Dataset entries
╔══

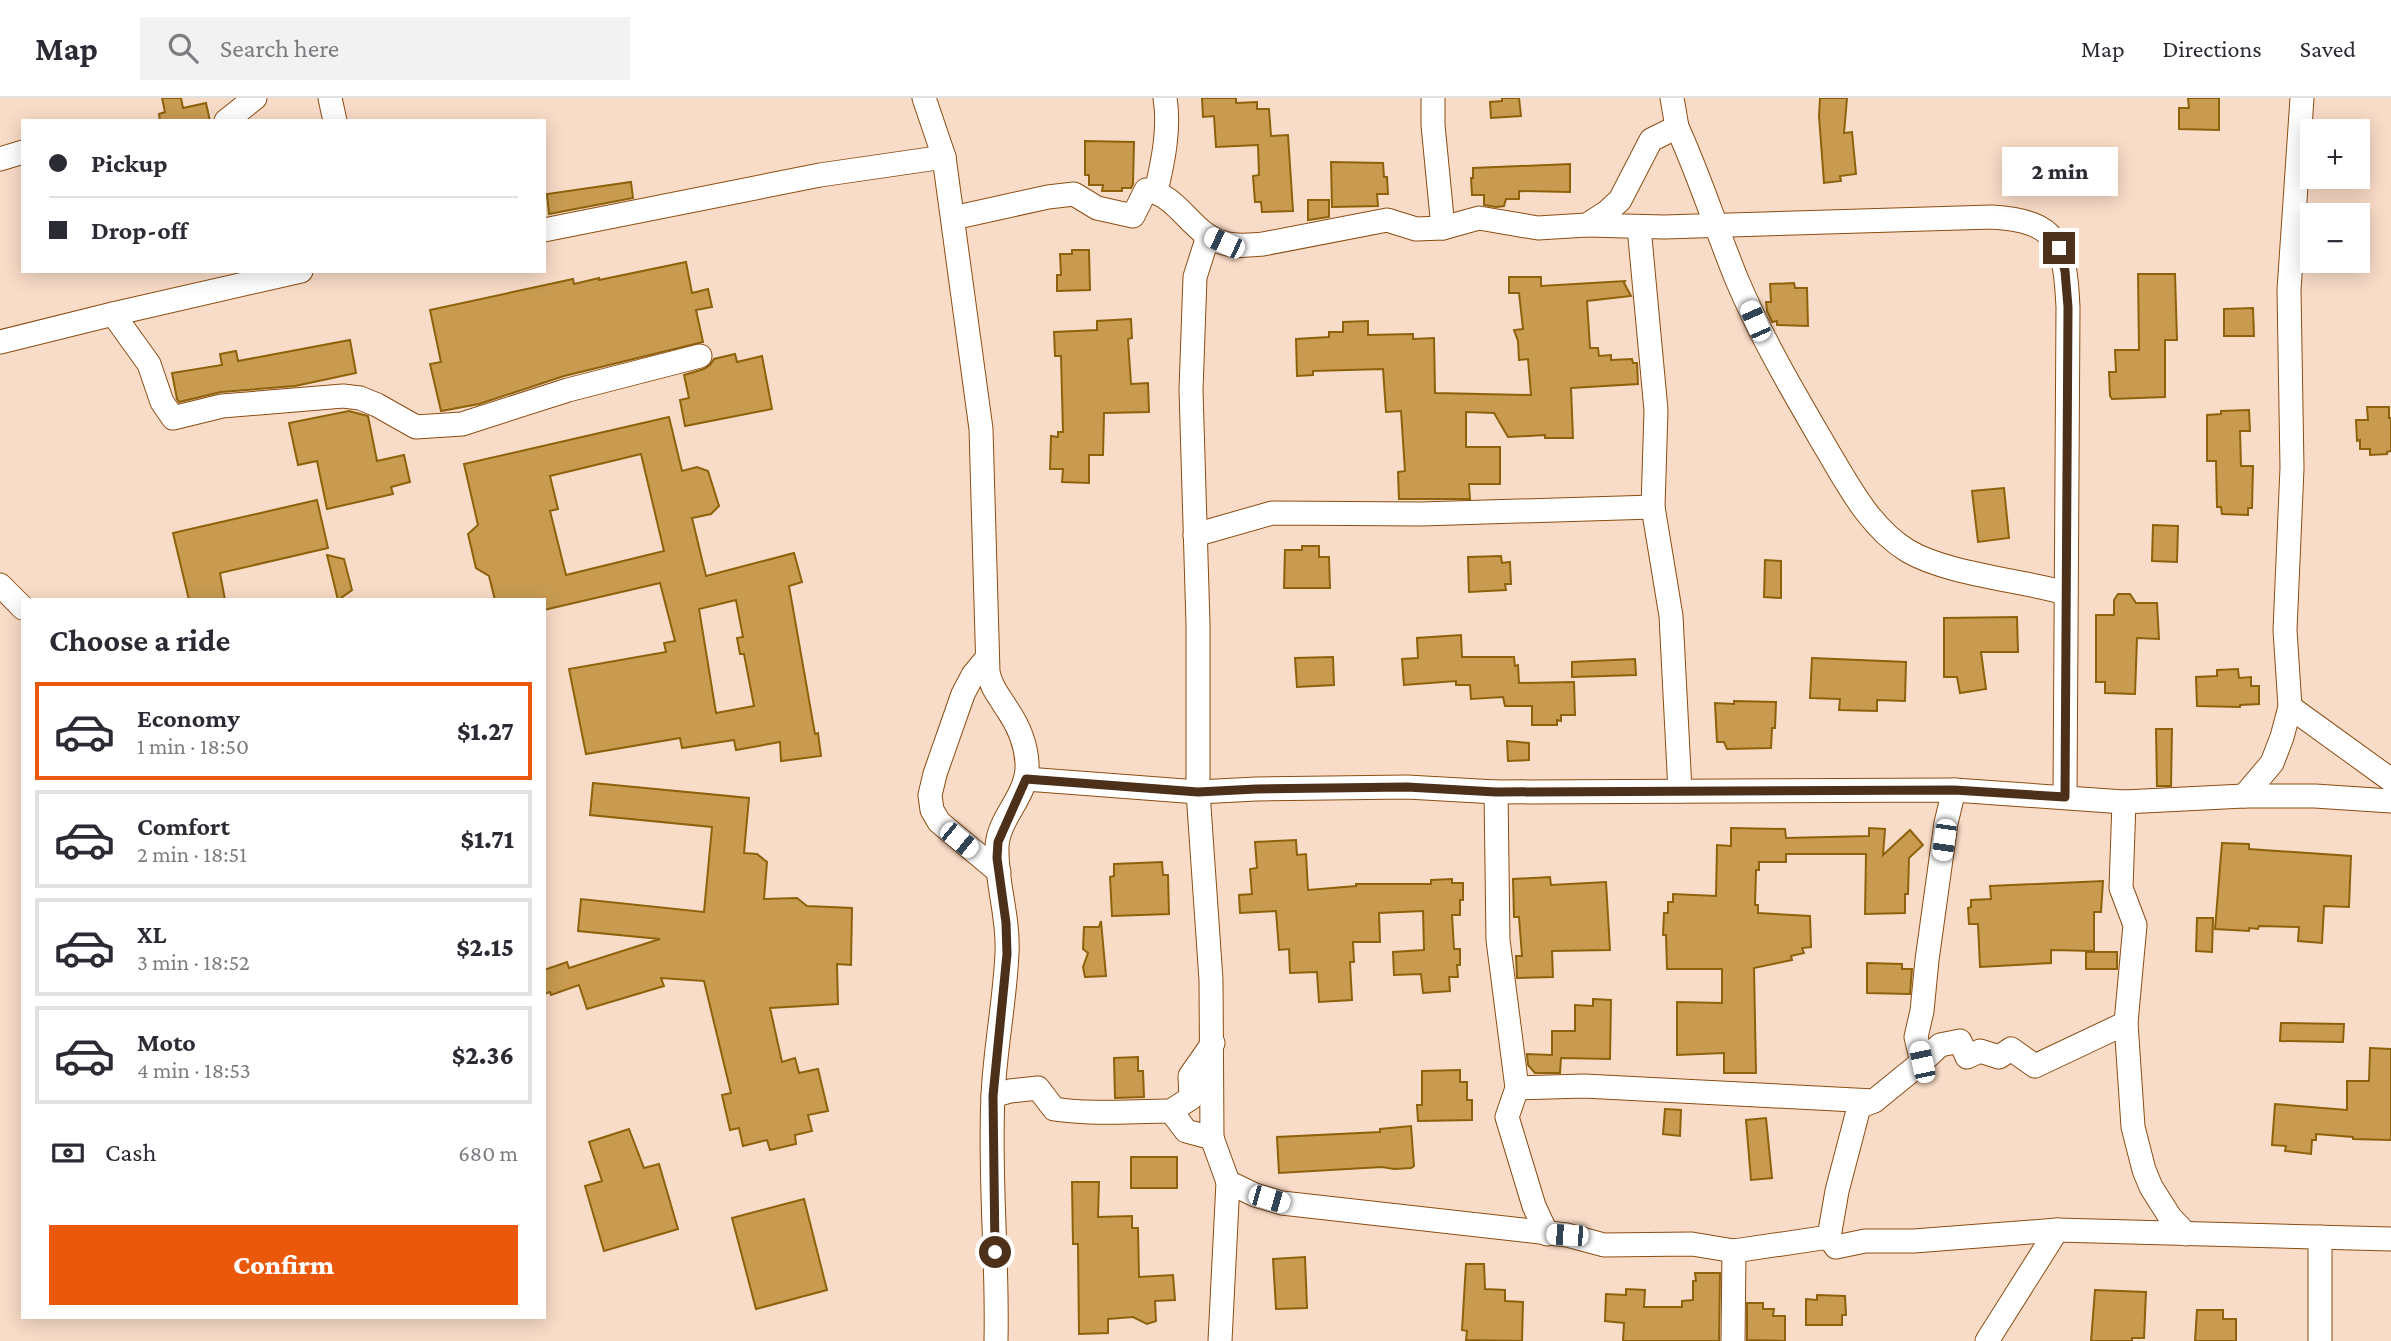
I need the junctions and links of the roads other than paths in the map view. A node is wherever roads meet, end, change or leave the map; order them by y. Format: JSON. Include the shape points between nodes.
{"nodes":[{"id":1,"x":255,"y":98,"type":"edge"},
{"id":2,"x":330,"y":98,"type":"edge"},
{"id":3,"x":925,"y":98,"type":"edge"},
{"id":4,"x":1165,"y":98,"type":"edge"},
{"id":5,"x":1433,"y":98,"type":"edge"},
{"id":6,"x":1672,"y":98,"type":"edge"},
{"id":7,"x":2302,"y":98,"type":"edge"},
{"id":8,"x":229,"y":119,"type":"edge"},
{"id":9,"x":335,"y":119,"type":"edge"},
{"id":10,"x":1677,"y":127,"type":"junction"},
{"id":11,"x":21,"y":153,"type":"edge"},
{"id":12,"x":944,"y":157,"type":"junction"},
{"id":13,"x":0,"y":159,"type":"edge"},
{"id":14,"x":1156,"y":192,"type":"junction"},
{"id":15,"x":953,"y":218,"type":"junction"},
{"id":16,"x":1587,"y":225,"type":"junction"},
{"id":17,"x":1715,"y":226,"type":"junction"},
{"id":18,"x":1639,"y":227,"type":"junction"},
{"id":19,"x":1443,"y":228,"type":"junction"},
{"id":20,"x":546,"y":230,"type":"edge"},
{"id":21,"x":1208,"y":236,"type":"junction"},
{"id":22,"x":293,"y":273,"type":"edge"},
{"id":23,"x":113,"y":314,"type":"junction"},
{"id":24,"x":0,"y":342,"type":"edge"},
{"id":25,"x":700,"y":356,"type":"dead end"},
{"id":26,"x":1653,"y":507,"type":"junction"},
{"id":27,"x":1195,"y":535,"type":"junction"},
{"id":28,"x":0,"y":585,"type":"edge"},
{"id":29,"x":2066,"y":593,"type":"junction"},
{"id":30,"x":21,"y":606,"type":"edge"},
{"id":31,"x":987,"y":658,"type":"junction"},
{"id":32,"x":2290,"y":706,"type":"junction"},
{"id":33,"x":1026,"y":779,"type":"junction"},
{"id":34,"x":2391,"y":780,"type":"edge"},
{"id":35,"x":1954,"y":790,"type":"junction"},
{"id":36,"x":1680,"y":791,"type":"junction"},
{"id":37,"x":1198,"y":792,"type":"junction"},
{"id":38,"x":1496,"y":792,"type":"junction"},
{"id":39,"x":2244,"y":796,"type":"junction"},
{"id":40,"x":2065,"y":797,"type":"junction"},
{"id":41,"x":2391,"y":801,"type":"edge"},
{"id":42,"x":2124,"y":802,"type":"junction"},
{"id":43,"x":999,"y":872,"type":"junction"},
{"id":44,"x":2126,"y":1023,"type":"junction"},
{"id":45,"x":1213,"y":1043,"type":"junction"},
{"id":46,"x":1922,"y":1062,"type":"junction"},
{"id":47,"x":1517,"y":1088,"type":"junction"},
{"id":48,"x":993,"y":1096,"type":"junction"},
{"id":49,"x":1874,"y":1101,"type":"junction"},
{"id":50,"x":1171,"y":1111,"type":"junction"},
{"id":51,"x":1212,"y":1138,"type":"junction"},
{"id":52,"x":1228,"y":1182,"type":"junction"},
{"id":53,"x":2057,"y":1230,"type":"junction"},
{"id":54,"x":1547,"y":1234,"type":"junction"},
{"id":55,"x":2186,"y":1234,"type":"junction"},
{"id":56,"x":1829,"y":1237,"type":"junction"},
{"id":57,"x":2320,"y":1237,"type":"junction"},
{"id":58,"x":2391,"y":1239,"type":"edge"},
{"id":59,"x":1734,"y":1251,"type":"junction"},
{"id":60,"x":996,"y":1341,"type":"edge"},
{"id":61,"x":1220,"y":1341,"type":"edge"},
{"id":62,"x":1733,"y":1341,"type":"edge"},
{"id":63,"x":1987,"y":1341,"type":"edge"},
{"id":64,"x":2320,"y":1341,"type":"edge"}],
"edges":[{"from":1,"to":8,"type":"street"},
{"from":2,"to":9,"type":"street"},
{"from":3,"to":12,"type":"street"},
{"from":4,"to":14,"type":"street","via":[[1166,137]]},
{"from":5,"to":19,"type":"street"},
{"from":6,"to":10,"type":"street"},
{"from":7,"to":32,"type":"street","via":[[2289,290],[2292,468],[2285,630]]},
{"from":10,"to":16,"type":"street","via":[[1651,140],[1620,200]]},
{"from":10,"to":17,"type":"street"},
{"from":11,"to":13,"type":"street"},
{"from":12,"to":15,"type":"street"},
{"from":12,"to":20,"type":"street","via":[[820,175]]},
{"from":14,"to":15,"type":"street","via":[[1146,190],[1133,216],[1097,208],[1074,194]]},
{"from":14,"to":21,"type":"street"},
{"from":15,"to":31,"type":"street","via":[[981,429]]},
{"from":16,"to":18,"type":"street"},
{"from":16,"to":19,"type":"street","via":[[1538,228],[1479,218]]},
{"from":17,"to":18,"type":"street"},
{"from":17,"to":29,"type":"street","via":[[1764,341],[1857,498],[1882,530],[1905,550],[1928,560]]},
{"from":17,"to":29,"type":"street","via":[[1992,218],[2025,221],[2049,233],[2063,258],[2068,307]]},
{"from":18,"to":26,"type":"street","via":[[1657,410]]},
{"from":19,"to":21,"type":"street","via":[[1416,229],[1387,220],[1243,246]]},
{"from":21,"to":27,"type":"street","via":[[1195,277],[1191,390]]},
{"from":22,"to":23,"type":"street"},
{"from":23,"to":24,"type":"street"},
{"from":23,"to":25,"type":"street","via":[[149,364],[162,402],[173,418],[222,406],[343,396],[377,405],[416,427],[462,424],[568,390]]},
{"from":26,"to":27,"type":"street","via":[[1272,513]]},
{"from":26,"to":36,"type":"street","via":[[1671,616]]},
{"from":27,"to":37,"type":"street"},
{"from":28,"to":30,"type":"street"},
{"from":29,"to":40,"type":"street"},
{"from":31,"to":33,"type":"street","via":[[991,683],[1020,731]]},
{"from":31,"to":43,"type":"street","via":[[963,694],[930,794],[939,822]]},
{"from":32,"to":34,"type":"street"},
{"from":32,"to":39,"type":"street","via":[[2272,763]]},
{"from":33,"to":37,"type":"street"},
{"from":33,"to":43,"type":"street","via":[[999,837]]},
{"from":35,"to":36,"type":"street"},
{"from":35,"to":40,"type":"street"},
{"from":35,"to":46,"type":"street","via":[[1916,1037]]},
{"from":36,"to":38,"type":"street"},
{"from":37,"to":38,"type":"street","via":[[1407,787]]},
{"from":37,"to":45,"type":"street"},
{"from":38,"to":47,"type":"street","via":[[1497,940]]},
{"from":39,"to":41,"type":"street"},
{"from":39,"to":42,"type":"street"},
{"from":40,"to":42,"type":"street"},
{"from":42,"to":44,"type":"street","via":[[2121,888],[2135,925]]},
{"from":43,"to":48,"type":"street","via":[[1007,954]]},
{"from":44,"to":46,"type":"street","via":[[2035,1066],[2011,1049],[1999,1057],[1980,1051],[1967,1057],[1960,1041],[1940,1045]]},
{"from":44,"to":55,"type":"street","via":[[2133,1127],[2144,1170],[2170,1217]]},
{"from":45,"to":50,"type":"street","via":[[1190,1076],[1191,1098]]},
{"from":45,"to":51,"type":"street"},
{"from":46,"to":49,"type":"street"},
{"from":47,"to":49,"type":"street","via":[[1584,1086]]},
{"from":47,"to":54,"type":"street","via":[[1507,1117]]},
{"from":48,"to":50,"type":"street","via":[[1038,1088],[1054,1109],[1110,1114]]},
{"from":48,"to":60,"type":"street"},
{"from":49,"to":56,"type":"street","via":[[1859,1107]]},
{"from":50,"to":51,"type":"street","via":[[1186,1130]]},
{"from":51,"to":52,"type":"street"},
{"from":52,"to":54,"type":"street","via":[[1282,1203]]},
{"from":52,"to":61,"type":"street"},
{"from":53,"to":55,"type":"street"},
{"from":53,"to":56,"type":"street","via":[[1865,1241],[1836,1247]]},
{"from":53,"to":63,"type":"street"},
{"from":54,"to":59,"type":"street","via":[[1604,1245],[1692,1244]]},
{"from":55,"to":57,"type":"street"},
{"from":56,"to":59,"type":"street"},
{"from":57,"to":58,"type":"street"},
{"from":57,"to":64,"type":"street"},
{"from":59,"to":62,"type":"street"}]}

╚══

**Problem statement**
Across the entries above, find the lines with the string "nodes" and copy them.

**Answer box**
I need the junctions and links of the roads other than paths in the map view. A node is wherever roads meet, end, change or leave the map; order them by y. Format: JSON. Include the shape points between nodes.
{"nodes":[{"id":1,"x":255,"y":98,"type":"edge"},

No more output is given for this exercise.